I read all of the sporting result posts and it appears that there are many very handy shooters on this site. Of course, we also have true world class shooters sharing their views.
If you were starting again, what would you do differently, what would you do to advance quickly. What comes first, what in hindsight did you waste time on?
I'm sure there'll be many similarities but would be interesting to see peoples thoughts.
Not a lot really. Perhaps I should have found a coach I bonded with a little earlier. I made the common mistake of following the well intentioned advice of competitors at the local club rather than seeking out a professional.

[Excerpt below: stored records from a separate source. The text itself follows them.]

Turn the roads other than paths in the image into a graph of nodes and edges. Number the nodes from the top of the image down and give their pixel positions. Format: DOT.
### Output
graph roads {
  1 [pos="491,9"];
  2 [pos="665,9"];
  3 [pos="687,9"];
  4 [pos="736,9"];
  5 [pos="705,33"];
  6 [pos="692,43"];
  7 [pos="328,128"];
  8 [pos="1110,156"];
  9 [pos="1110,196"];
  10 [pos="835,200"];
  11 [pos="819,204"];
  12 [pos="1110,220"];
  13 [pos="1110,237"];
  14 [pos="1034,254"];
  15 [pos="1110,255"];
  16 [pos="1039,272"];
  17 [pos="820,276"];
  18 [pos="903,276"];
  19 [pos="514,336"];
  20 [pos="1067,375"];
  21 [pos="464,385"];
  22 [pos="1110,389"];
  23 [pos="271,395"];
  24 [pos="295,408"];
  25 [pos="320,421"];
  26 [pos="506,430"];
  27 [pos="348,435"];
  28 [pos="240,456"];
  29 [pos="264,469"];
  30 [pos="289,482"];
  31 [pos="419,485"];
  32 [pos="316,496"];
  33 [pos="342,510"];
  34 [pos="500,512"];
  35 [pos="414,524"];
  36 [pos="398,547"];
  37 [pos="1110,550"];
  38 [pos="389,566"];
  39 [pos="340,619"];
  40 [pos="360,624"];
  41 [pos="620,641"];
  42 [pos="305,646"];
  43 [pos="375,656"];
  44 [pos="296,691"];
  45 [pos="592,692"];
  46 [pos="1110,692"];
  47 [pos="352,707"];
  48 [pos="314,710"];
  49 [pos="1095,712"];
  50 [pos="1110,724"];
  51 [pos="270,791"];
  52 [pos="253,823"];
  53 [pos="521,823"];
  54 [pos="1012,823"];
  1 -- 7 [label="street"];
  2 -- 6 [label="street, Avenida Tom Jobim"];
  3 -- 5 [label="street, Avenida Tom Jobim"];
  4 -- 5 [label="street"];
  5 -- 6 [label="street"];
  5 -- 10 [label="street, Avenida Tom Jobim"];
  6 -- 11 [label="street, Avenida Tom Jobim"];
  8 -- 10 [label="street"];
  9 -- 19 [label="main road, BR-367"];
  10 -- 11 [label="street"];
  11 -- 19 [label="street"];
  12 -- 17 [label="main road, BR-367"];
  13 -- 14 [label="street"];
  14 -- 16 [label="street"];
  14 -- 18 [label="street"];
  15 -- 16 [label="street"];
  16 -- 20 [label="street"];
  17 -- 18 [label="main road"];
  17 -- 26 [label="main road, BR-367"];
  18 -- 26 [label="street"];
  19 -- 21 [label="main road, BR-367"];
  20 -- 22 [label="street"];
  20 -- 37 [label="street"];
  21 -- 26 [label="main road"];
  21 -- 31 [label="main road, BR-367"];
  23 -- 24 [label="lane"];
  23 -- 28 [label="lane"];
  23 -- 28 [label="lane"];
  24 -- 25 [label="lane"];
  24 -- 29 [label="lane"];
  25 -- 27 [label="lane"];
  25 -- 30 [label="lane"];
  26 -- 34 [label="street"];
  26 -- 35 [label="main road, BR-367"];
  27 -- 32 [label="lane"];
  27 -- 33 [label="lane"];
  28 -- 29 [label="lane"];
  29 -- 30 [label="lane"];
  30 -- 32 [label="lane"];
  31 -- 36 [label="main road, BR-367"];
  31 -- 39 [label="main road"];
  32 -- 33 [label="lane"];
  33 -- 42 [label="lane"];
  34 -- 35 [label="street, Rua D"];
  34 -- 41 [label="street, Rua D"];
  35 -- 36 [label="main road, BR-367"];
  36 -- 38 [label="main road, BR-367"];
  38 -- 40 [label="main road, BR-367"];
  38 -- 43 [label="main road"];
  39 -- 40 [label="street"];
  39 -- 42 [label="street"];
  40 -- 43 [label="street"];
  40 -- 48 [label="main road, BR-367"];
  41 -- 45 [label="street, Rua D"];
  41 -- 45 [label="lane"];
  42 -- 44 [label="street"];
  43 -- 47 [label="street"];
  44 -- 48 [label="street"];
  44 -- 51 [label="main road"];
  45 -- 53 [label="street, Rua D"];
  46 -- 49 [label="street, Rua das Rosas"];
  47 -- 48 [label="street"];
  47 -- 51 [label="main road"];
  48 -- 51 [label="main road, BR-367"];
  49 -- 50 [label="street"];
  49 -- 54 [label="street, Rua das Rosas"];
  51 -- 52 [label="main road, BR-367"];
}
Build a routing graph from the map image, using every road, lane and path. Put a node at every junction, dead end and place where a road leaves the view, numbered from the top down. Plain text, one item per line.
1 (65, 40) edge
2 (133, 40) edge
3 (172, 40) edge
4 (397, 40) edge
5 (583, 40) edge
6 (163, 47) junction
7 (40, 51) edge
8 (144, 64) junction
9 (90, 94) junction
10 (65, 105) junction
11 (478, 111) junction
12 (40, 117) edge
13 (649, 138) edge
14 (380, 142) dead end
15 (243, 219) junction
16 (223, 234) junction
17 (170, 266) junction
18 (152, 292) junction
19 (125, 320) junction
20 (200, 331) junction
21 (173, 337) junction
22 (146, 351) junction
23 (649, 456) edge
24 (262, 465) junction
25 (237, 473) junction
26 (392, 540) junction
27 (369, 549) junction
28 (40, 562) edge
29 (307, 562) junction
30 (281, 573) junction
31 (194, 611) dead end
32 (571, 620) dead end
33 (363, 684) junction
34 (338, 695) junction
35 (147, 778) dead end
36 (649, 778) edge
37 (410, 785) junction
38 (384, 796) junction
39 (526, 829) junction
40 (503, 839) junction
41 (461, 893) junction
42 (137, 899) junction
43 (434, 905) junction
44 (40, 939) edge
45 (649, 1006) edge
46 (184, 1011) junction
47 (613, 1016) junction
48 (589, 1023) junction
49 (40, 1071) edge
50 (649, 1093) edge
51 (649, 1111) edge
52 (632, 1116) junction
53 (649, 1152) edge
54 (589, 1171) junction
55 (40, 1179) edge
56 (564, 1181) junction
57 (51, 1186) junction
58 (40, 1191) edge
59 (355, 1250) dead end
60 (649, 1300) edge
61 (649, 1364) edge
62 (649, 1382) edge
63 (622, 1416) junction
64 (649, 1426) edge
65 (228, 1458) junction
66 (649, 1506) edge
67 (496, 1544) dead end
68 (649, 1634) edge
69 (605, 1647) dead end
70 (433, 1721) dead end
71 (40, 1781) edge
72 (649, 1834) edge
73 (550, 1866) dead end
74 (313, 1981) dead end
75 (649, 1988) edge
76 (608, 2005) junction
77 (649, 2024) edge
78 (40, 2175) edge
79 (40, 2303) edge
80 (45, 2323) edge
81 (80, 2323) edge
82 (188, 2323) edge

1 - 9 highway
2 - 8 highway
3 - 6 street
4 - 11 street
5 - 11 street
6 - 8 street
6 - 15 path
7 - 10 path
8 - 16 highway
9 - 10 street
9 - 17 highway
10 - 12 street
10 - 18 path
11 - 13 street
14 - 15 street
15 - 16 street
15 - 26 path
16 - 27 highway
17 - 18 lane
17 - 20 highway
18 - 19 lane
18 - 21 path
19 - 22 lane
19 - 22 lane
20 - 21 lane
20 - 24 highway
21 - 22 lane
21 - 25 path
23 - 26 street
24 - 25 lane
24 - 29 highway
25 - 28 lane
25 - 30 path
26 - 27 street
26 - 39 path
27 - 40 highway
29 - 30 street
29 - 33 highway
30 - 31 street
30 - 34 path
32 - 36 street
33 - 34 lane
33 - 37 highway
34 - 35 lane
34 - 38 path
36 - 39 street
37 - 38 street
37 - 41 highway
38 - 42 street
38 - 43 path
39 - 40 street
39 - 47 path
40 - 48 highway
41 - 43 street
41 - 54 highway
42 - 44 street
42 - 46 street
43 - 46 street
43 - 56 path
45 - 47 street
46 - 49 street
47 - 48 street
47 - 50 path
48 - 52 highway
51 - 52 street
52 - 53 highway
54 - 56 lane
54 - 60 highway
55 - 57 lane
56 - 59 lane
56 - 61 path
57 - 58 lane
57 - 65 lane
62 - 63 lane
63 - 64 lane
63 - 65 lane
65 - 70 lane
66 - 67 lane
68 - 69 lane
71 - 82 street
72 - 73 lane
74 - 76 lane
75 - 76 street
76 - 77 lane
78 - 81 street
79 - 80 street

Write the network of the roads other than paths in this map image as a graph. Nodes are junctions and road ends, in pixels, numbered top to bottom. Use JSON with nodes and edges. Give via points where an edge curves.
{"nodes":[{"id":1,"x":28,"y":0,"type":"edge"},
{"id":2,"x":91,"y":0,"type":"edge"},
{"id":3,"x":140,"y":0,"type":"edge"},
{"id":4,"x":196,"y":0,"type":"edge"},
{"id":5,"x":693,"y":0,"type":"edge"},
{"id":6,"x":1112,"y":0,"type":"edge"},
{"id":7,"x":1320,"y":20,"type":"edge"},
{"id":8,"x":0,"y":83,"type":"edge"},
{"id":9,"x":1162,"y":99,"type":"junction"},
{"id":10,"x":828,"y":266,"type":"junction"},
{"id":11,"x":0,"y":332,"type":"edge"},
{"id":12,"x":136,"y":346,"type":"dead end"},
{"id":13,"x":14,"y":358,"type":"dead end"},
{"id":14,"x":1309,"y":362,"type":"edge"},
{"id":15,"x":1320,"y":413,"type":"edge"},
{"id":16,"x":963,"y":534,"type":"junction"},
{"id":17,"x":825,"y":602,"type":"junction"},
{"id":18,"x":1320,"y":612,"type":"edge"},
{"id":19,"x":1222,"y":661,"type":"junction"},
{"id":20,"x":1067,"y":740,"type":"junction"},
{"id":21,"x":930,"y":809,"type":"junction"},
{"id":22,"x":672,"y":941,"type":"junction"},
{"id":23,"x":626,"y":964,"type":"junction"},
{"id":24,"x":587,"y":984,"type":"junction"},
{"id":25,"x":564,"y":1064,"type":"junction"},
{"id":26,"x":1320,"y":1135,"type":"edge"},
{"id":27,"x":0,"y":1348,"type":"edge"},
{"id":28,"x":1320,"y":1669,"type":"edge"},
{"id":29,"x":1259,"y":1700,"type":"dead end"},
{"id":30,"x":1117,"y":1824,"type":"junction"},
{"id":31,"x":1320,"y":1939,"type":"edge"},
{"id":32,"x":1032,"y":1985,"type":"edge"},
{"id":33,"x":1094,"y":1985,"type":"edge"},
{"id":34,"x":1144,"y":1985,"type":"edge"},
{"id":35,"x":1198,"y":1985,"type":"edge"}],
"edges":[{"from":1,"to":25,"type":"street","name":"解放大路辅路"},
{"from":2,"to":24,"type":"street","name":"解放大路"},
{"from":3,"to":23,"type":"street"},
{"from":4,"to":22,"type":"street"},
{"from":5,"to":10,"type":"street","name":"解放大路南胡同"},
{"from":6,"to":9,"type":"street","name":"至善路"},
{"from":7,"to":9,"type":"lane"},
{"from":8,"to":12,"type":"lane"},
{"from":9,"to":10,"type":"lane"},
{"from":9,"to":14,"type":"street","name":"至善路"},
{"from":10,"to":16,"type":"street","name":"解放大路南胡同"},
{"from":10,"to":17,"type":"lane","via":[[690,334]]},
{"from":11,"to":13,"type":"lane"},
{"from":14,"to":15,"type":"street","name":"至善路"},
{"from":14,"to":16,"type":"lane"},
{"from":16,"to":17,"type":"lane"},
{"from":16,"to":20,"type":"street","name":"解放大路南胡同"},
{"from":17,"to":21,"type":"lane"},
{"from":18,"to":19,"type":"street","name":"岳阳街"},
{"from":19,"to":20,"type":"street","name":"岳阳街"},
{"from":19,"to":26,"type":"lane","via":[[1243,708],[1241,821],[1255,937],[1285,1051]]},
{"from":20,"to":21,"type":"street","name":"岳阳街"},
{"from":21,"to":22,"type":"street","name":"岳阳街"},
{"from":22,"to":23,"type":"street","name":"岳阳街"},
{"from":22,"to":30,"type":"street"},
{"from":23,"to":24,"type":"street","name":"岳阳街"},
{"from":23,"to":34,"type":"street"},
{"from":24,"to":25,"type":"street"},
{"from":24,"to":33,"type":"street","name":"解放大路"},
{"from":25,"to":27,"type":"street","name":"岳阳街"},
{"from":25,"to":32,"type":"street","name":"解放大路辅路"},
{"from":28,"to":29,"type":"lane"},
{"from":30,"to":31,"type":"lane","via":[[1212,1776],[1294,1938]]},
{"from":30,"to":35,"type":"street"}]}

The mish-mash of styles and techniques took some undoing.

That said, I think my shooting’s been about as successful as I hoped it would be given time, money and other commitments.
Martinj Absolutely correct! Exactly like King George says!
so I see, he'll be pleased to know that I agree with him ;)

I did have a lesson once, that someone paid for as a birthday present, I'm sure some more would do me some good, I had no cash to spend on that kind of thing in the early days.

As Richard mentioned above, not taking an extended break (for 18 years) while my kids were growing up might have been an advantage but TBH I did a lot of shooting between the ages of 16 and 30, doing more and more as time passed and I was pretty well burned out, I didn't miss it at all until my older son became interested and then it was like opening the flood gates, although I had lost a large part of the skills that I had built up.
I think regret doesn't serve anyone well after the facts, which is when it usually arrives. That said, if I had to do it again, I:
- would not have spent hard earned Euros on external chokes before finding out internal ones worked out better (for reasons of barrel length to me)
- would still have bought the same (2) guns;
- would have taken more lessons early on from a someone worth their salt and ignored most of the friendly advice from the saltless;
- would have taken better note of what doesn't work and actual notes on same;
- would have taken better note of why things work (when they do) and actual notes on same;
- would have developed an actual shot routine (much) sooner and made a point of sticking to it on every shot;
- would have spent more time shooting drills for skills than just rounds for "points";
- would have competed in more matches.

Luckily enough I still have some time to enjoy my shooting after figuring out all the above :)
Just though of another:
- I would not have bought as many vests, but gone straight for one "to measure / specifically sized" vest for dry conditions and a jacket-type vest for wet.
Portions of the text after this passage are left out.